# Problem details
Count how many lines below contain the word "their", then give that number alone.

(Records provided Opens)

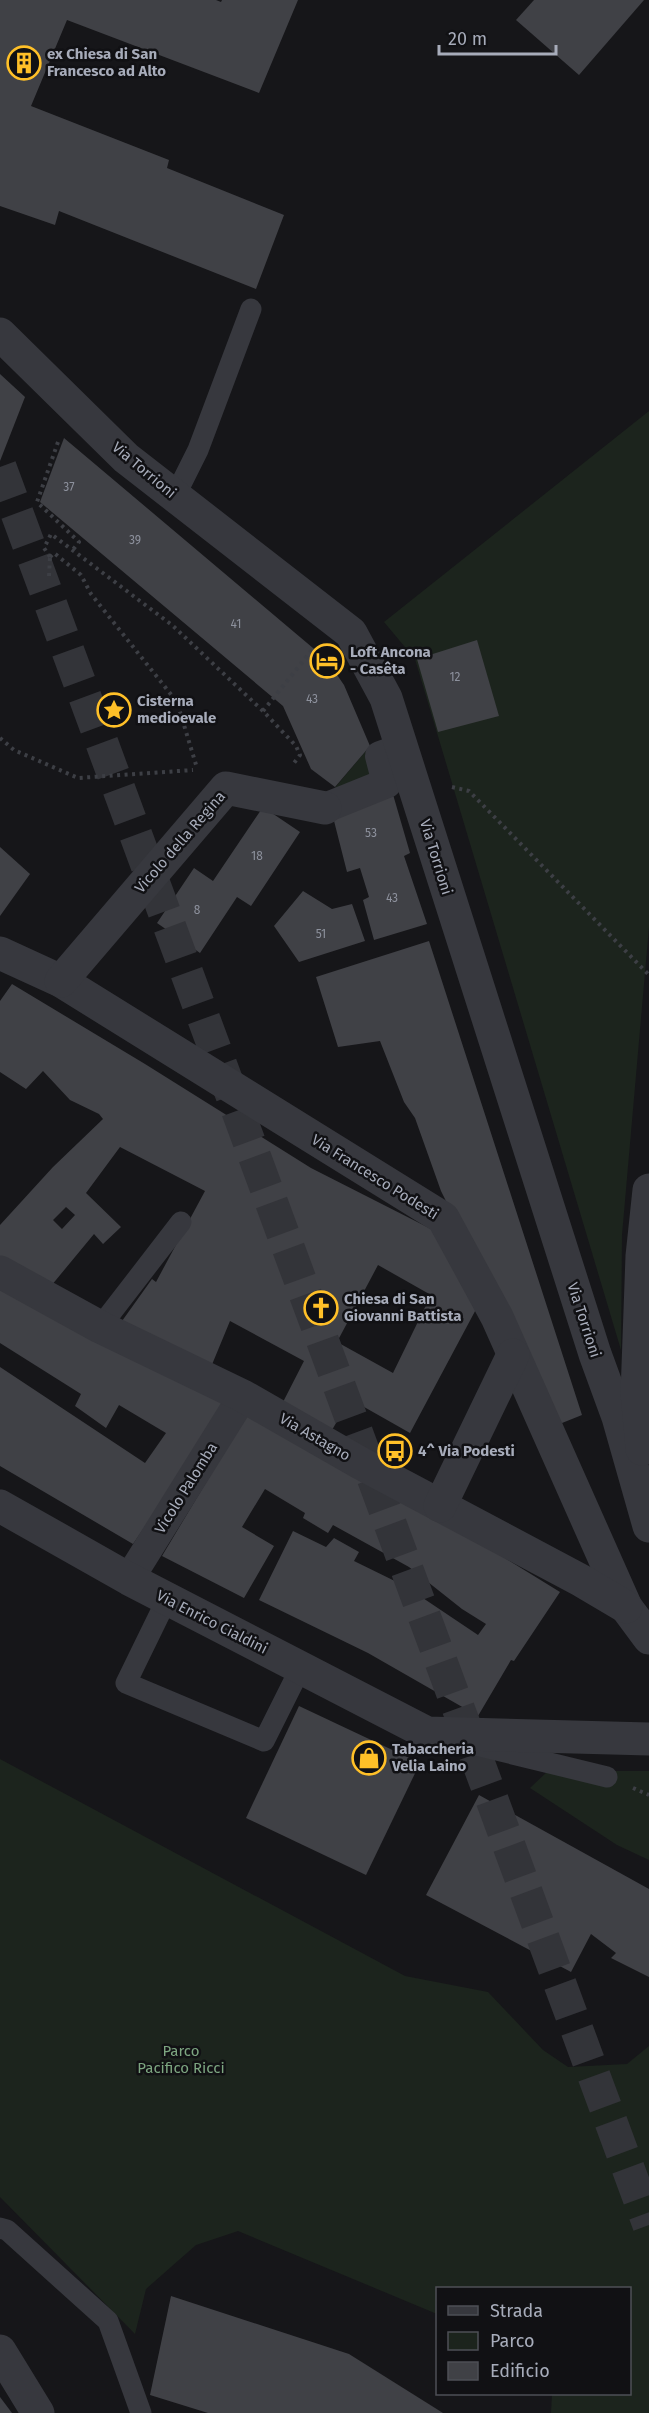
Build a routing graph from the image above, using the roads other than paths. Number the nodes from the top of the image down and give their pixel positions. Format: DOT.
graph roads {
  1 [pos="251,309"];
  2 [pos="0,334"];
  3 [pos="175,496"];
  4 [pos="402,748"];
  5 [pos="325,808"];
  6 [pos="1,957"];
  7 [pos="61,981"];
  8 [pos="649,1190"];
  9 [pos="181,1221"];
  10 [pos="0,1272"];
  11 [pos="100,1327"];
  12 [pos="513,1355"];
  13 [pos="243,1396"];
  14 [pos="0,1506"];
  15 [pos="440,1506"];
  16 [pos="649,1526"];
  17 [pos="129,1580"];
  18 [pos="168,1599"];
  19 [pos="626,1607"];
  20 [pos="649,1638"];
  21 [pos="301,1667"];
  22 [pos="427,1733"];
  23 [pos="649,1740"];
  24 [pos="607,1777"];
  25 [pos="0,2228"];
  26 [pos="0,2351"];
  27 [pos="38,2413"];
  28 [pos="141,2413"];
  1 -- 3 [label="lane"];
  2 -- 3 [label="street, Via Torrioni"];
  3 -- 4 [label="street, Via Torrioni"];
  4 -- 5 [label="street, Vicolo della Regina"];
  4 -- 16 [label="street, Via Torrioni"];
  5 -- 7 [label="street, Vicolo della Regina"];
  6 -- 7 [label="street, Via Francesco Podesti"];
  7 -- 12 [label="street, Via Francesco Podesti"];
  8 -- 16 [label="street"];
  9 -- 11 [label="lane"];
  10 -- 11 [label="street, Via Astagno"];
  11 -- 13 [label="street, Via Astagno"];
  12 -- 15 [label="street"];
  12 -- 19 [label="street, Via Francesco Podesti"];
  13 -- 15 [label="street, Via Astagno"];
  13 -- 17 [label="street, Vicolo Palomba"];
  14 -- 17 [label="street, Via Enrico Cialdini"];
  15 -- 19 [label="street, Via Astagno"];
  17 -- 18 [label="street, Via Enrico Cialdini"];
  18 -- 21 [label="street, Via Enrico Cialdini"];
  18 -- 21 [label="lane"];
  19 -- 20 [label="street"];
  21 -- 22 [label="street, Via Enrico Cialdini"];
  22 -- 23 [label="street"];
  22 -- 24 [label="lane"];
  25 -- 28 [label="lane"];
  26 -- 27 [label="street"];
}
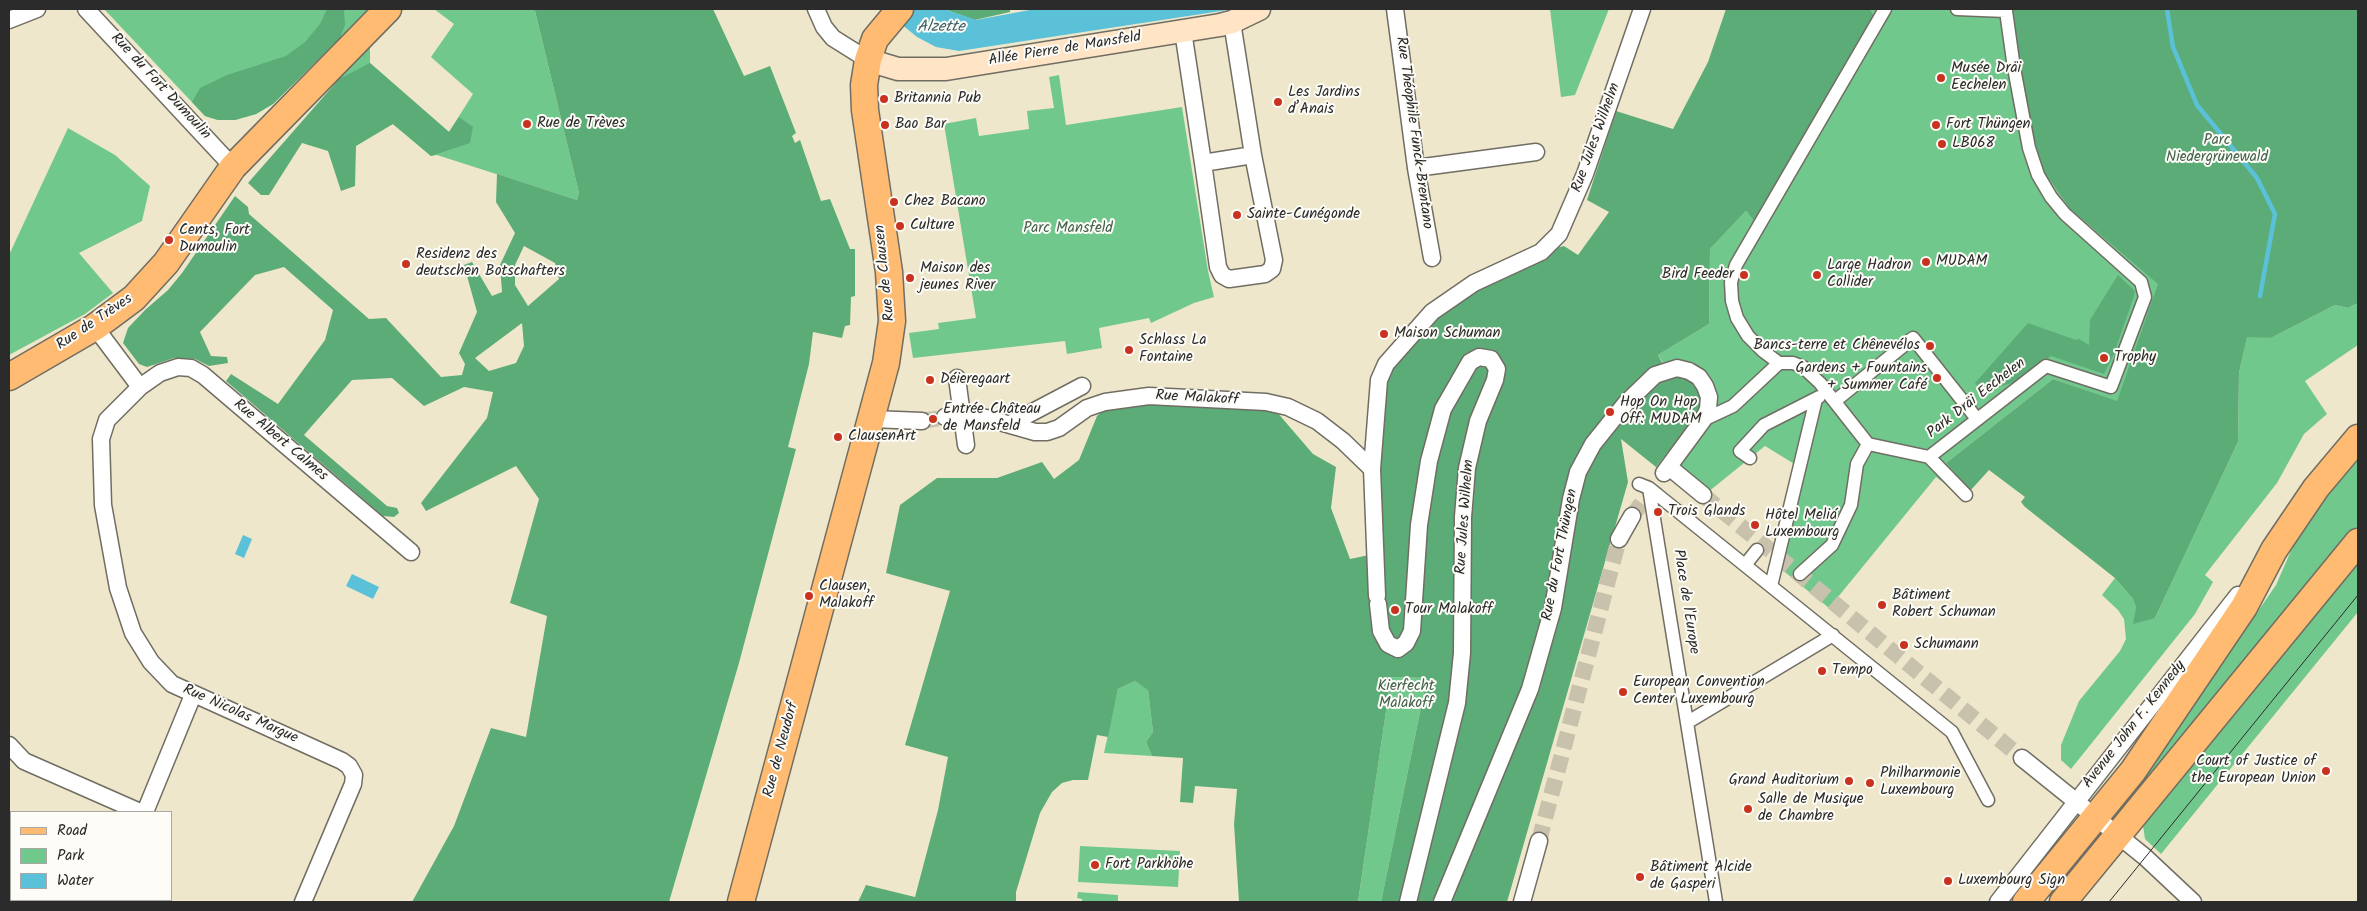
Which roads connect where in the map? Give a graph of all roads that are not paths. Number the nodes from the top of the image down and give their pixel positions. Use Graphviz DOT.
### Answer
graph roads {
  1 [pos="37,9"];
  2 [pos="86,9"];
  3 [pos="388,9"];
  4 [pos="816,9"];
  5 [pos="1259,9"];
  6 [pos="1395,9"];
  7 [pos="1642,9"];
  8 [pos="1885,9"];
  9 [pos="1957,9"];
  10 [pos="896,13"];
  11 [pos="9,20"];
  12 [pos="1232,22"];
  13 [pos="1183,32"];
  14 [pos="868,60"];
  15 [pos="1536,152"];
  16 [pos="1253,155"];
  17 [pos="1203,163"];
  18 [pos="233,167"];
  19 [pos="1416,168"];
  20 [pos="1432,258"];
  21 [pos="95,327"];
  22 [pos="1779,363"];
  23 [pos="9,377"];
  24 [pos="957,378"];
  25 [pos="1082,386"];
  26 [pos="140,387"];
  27 [pos="1831,397"];
  28 [pos="1816,399"];
  29 [pos="961,415"];
  30 [pos="945,417"];
  31 [pos="1978,418"];
  32 [pos="872,419"];
  33 [pos="1703,420"];
  34 [pos="922,421"];
  35 [pos="1010,424"];
  36 [pos="2358,438"];
  37 [pos="1868,444"];
  38 [pos="966,445"];
  39 [pos="2358,455"];
  40 [pos="1929,457"];
  41 [pos="1750,458"];
  42 [pos="2333,467"];
  43 [pos="1372,469"];
  44 [pos="1703,495"];
  45 [pos="1966,495"];
  46 [pos="1632,516"];
  47 [pos="1619,539"];
  48 [pos="2358,542"];
  49 [pos="1757,550"];
  50 [pos="412,552"];
  51 [pos="1746,565"];
  52 [pos="1800,574"];
  53 [pos="1771,586"];
  54 [pos="822,598"];
  55 [pos="1833,635"];
  56 [pos="193,695"];
  57 [pos="1688,722"];
  58 [pos="9,745"];
  59 [pos="2022,758"];
  60 [pos="1988,800"];
  61 [pos="2085,808"];
  62 [pos="138,811"];
  63 [pos="145,811"];
  64 [pos="2118,835"];
  65 [pos="1539,841"];
  66 [pos="303,902"];
  67 [pos="742,902"];
  68 [pos="1408,902"];
  69 [pos="1442,902"];
  70 [pos="1522,902"];
  71 [pos="1716,902"];
  72 [pos="1998,902"];
  73 [pos="2026,902"];
  74 [pos="2062,902"];
  75 [pos="2193,902"];
  1 -- 11 [label="street"];
  2 -- 18 [label="street, Rue du Fort Dumoulin"];
  3 -- 18 [label="main road, Rue de Trèves"];
  4 -- 14 [label="street"];
  5 -- 12 [label="main road, Allée Pierre de Mansfeld"];
  6 -- 19 [label="street, Rue Théophile Funck-Brentano"];
  7 -- 43 [label="street, Rue Jules Wilhelm"];
  8 -- 22 [label="street"];
  9 -- 31 [label="street, Park Dräi Eechelen"];
  10 -- 14 [label="main road, Rue de Clausen"];
  12 -- 13 [label="main road, Allée Pierre de Mansfeld"];
  12 -- 16 [label="street"];
  13 -- 14 [label="main road, Allée Pierre de Mansfeld"];
  13 -- 17 [label="street"];
  14 -- 32 [label="main road, Rue de Clausen"];
  15 -- 19 [label="street"];
  16 -- 17 [label="street"];
  16 -- 17 [label="street"];
  18 -- 21 [label="main road, Rue de Trèves"];
  19 -- 20 [label="street, Rue Théophile Funck-Brentano"];
  21 -- 23 [label="main road, Rue de Trèves"];
  21 -- 26 [label="street"];
  22 -- 27 [label="street"];
  22 -- 33 [label="street"];
  24 -- 29 [label="street"];
  25 -- 35 [label="street"];
  26 -- 50 [label="street, Rue Albert Calmes"];
  26 -- 56 [label="street, Rue Nicolas Margue"];
  27 -- 28 [label="street"];
  27 -- 31 [label="street"];
  27 -- 37 [label="street"];
  28 -- 41 [label="street"];
  28 -- 53 [label="street"];
  29 -- 30 [label="street, Rue Malakoff"];
  29 -- 35 [label="street, Rue Malakoff"];
  29 -- 38 [label="street"];
  31 -- 40 [label="street, Park Dräi Eechelen"];
  32 -- 34 [label="street"];
  32 -- 54 [label="main road, Rue de Clausen"];
  33 -- 44 [label="street, Rue du Fort Thüngen"];
  33 -- 69 [label="street, Rue du Fort Thüngen"];
  35 -- 43 [label="street, Rue Malakoff"];
  36 -- 42 [label="main road, Avenue John F. Kennedy"];
  37 -- 40 [label="street, Park Dräi Eechelen"];
  37 -- 52 [label="street"];
  39 -- 42 [label="main road"];
  40 -- 45 [label="street"];
  42 -- 61 [label="main road, Avenue John F. Kennedy"];
  43 -- 68 [label="street, Rue Jules Wilhelm"];
  46 -- 47 [label="street"];
  48 -- 64 [label="main road"];
  49 -- 51 [label="street"];
  51 -- 53 [label="street, Place de l'Europe"];
  51 -- 57 [label="street, Place de l'Europe"];
  53 -- 55 [label="street, Place de l'Europe"];
  54 -- 67 [label="main road, Rue de Neudorf"];
  55 -- 57 [label="street"];
  55 -- 60 [label="street, Place de l'Europe"];
  56 -- 63 [label="street"];
  56 -- 66 [label="street, Rue Nicolas Margue"];
  57 -- 71 [label="street, Place de l'Europe"];
  58 -- 62 [label="street"];
  59 -- 61 [label="street"];
  61 -- 64 [label="street"];
  61 -- 72 [label="street, Avenue John F. Kennedy"];
  61 -- 73 [label="main road, Avenue John F. Kennedy"];
  64 -- 74 [label="main road"];
  64 -- 75 [label="street"];
  65 -- 70 [label="street"];
}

(Records provided Closes)

# Answer for this exercise
2